START Data listing
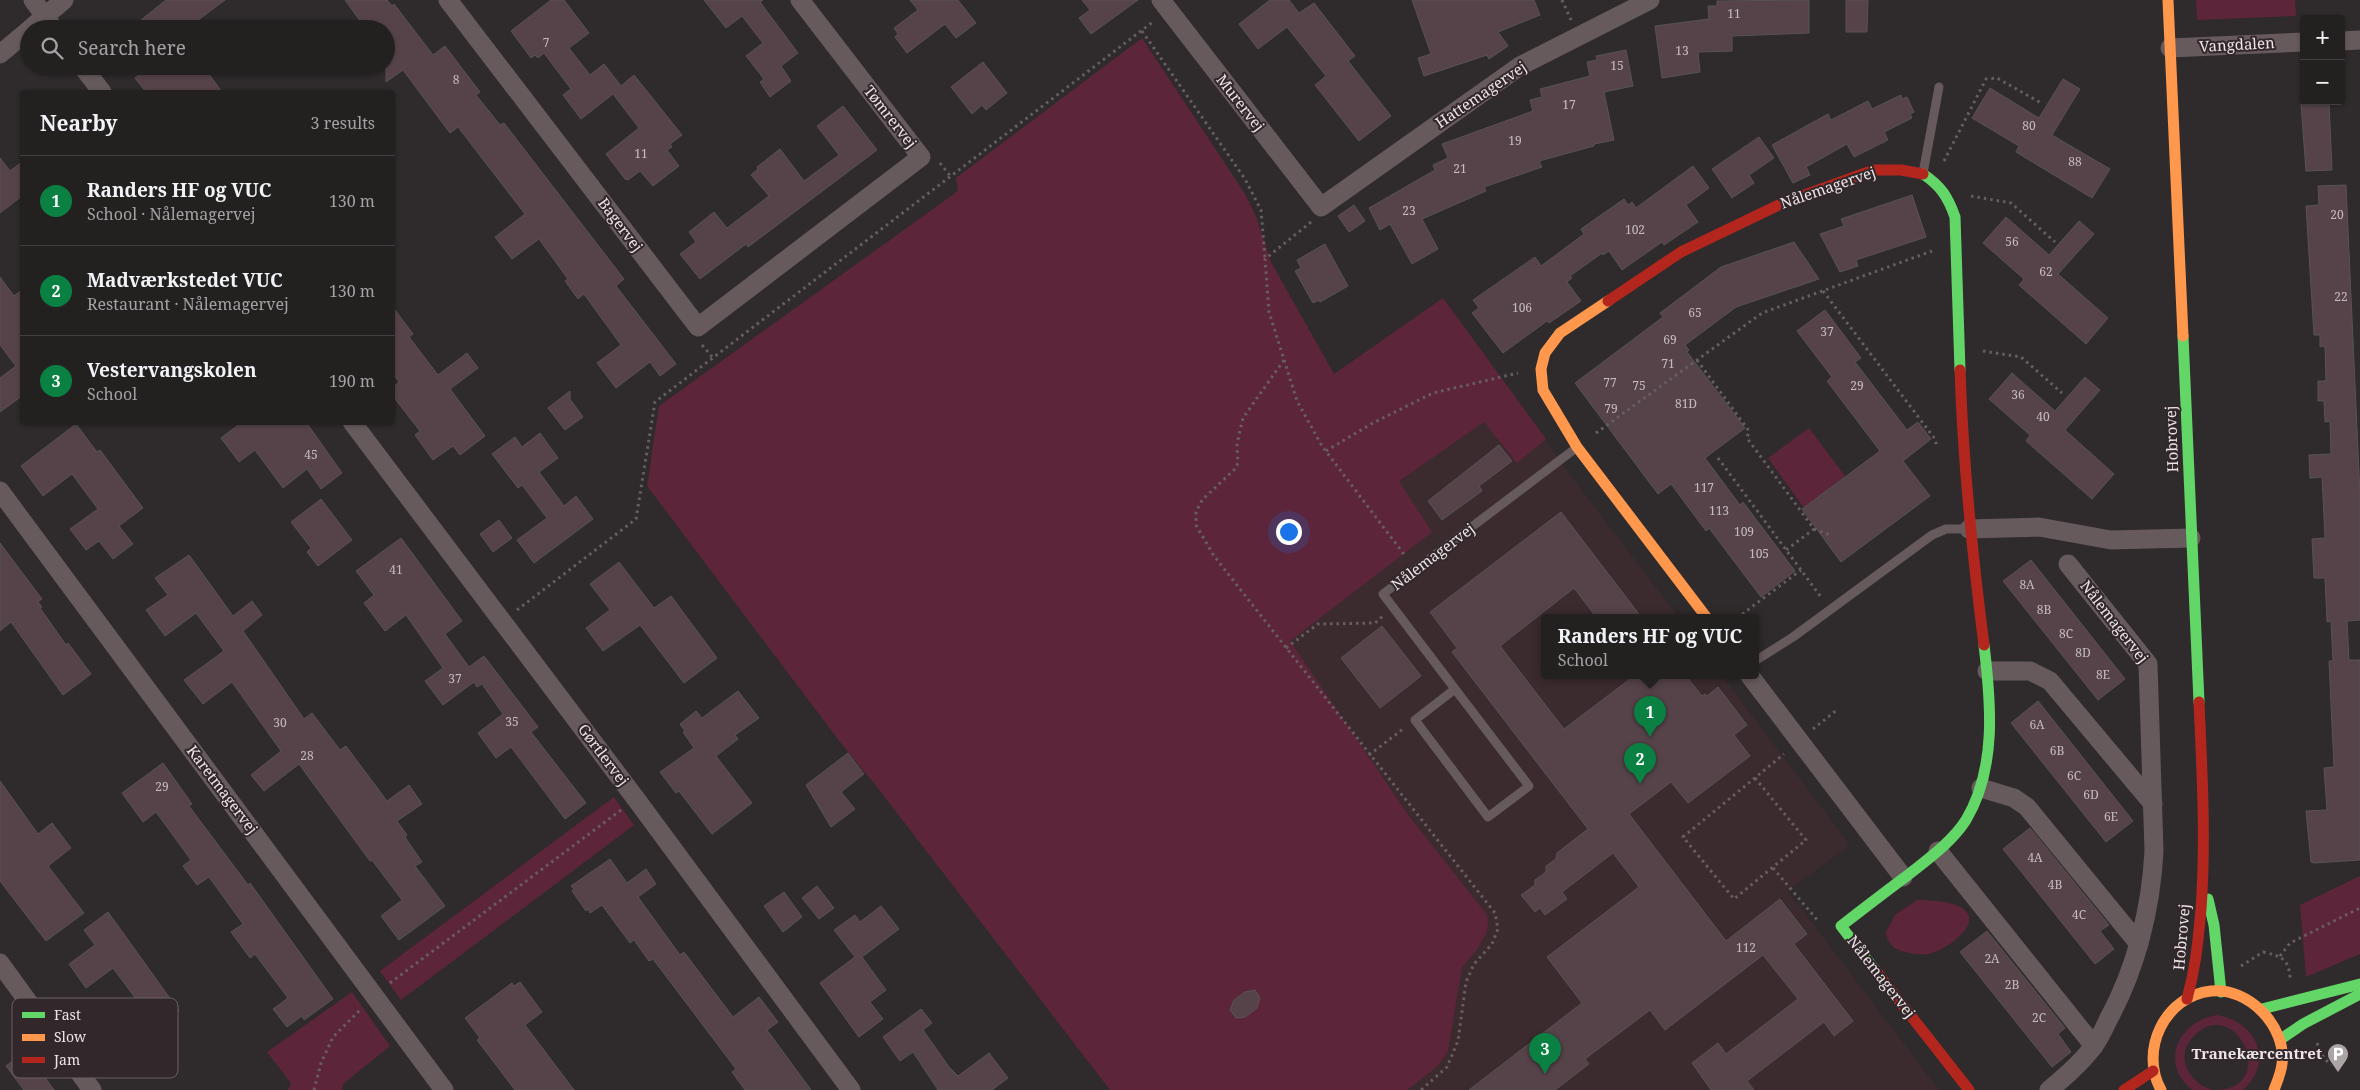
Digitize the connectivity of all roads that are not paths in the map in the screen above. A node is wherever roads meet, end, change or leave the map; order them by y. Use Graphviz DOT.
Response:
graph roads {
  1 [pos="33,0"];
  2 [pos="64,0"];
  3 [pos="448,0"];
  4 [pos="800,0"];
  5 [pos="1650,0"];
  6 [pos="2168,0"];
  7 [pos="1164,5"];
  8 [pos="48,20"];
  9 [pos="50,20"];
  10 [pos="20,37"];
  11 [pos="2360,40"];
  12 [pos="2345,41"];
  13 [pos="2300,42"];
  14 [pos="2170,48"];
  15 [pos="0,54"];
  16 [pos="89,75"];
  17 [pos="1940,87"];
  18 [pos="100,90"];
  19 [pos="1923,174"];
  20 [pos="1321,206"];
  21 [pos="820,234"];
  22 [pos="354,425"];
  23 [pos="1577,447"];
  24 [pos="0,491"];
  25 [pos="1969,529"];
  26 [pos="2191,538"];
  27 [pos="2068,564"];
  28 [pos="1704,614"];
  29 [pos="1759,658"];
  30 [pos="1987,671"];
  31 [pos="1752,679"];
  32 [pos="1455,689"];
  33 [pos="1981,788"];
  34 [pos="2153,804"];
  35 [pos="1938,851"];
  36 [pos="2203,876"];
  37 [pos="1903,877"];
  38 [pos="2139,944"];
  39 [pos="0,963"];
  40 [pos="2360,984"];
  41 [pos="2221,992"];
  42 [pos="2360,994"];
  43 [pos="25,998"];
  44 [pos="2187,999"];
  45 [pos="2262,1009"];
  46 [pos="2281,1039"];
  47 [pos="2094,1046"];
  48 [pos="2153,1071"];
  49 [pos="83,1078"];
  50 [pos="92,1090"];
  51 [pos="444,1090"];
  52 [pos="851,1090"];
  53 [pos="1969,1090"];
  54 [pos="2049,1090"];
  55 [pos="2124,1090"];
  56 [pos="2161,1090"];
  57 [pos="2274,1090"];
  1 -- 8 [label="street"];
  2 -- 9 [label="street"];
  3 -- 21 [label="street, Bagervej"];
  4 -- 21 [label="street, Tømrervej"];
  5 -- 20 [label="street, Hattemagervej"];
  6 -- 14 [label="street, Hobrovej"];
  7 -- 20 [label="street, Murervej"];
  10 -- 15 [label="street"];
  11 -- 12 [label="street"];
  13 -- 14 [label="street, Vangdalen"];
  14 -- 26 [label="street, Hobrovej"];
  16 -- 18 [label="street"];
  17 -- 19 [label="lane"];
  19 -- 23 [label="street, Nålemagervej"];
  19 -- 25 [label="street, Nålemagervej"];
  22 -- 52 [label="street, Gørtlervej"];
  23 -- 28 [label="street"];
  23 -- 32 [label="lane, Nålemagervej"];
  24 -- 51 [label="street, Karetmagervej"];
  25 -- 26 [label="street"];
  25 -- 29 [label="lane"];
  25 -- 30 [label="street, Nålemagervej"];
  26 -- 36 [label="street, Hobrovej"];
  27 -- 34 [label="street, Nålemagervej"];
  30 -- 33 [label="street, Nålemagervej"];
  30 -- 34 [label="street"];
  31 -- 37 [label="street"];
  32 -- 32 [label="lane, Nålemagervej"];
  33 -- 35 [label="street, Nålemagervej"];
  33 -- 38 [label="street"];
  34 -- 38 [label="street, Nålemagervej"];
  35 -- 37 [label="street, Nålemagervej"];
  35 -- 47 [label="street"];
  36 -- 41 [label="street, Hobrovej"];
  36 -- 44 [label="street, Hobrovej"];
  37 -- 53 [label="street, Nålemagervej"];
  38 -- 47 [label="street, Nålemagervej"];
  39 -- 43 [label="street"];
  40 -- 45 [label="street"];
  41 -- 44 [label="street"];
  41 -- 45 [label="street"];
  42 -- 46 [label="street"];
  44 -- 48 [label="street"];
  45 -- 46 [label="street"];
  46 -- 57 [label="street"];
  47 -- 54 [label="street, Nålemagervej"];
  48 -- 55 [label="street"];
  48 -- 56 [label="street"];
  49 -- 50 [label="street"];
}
END Data listing
START Data listing
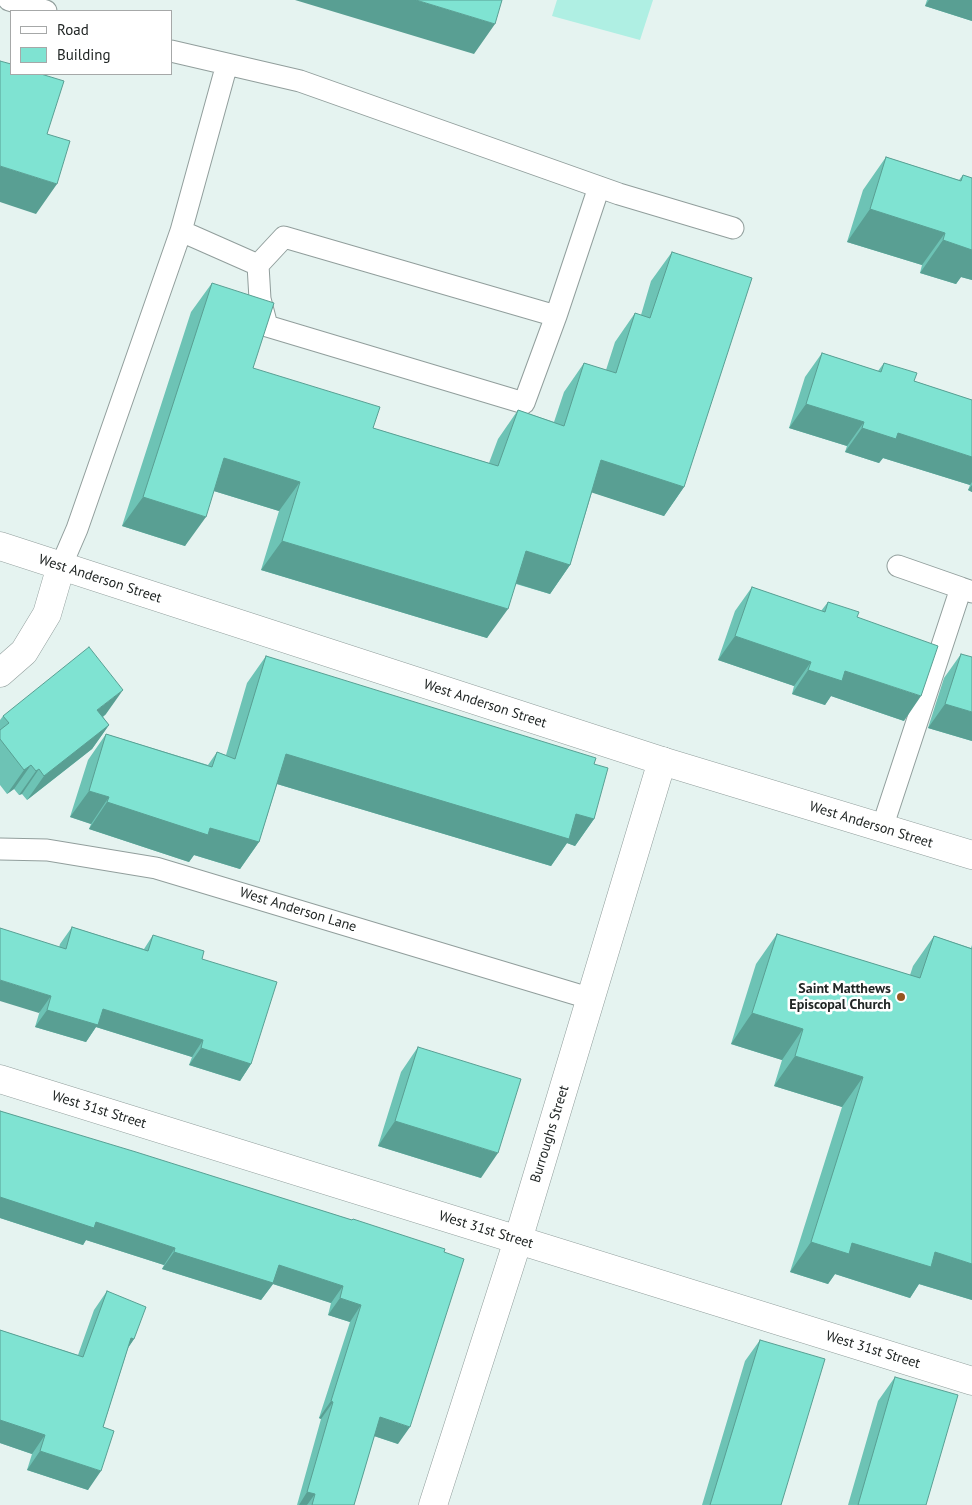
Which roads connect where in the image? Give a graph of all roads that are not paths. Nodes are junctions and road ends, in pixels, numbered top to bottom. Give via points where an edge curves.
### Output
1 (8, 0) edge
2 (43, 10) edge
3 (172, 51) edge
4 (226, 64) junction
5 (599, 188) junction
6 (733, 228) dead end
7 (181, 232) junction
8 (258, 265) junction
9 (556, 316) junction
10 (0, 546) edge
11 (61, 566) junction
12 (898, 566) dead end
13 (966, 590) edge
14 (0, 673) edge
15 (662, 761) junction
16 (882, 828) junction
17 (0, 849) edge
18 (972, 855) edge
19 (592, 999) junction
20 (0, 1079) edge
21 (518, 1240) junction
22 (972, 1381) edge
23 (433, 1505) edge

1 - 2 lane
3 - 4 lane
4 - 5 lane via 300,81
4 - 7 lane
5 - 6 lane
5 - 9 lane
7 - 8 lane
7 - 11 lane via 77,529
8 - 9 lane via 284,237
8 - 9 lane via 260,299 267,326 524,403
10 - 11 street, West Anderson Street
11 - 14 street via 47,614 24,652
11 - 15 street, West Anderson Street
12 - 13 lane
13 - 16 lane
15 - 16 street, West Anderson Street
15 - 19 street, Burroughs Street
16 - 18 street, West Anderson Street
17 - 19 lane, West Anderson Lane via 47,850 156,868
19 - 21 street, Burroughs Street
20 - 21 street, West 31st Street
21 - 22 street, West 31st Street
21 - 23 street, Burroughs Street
END Data listing
START Data listing
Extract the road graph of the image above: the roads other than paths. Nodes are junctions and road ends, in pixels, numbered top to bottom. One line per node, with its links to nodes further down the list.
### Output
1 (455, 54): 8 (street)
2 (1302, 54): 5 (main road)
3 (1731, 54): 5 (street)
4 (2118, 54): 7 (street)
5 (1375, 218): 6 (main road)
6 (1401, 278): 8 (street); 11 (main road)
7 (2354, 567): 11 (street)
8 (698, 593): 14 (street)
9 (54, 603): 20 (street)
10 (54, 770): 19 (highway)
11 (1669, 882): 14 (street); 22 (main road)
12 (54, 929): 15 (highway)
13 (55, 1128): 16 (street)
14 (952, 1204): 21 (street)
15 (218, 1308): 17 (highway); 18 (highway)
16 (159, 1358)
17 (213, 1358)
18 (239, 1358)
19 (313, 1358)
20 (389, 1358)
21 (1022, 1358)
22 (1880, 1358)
END Data listing
# [What is required]
Wherever a line above includes the string "bottom", count it; give only the final tally.

# [Result for this exercise]
2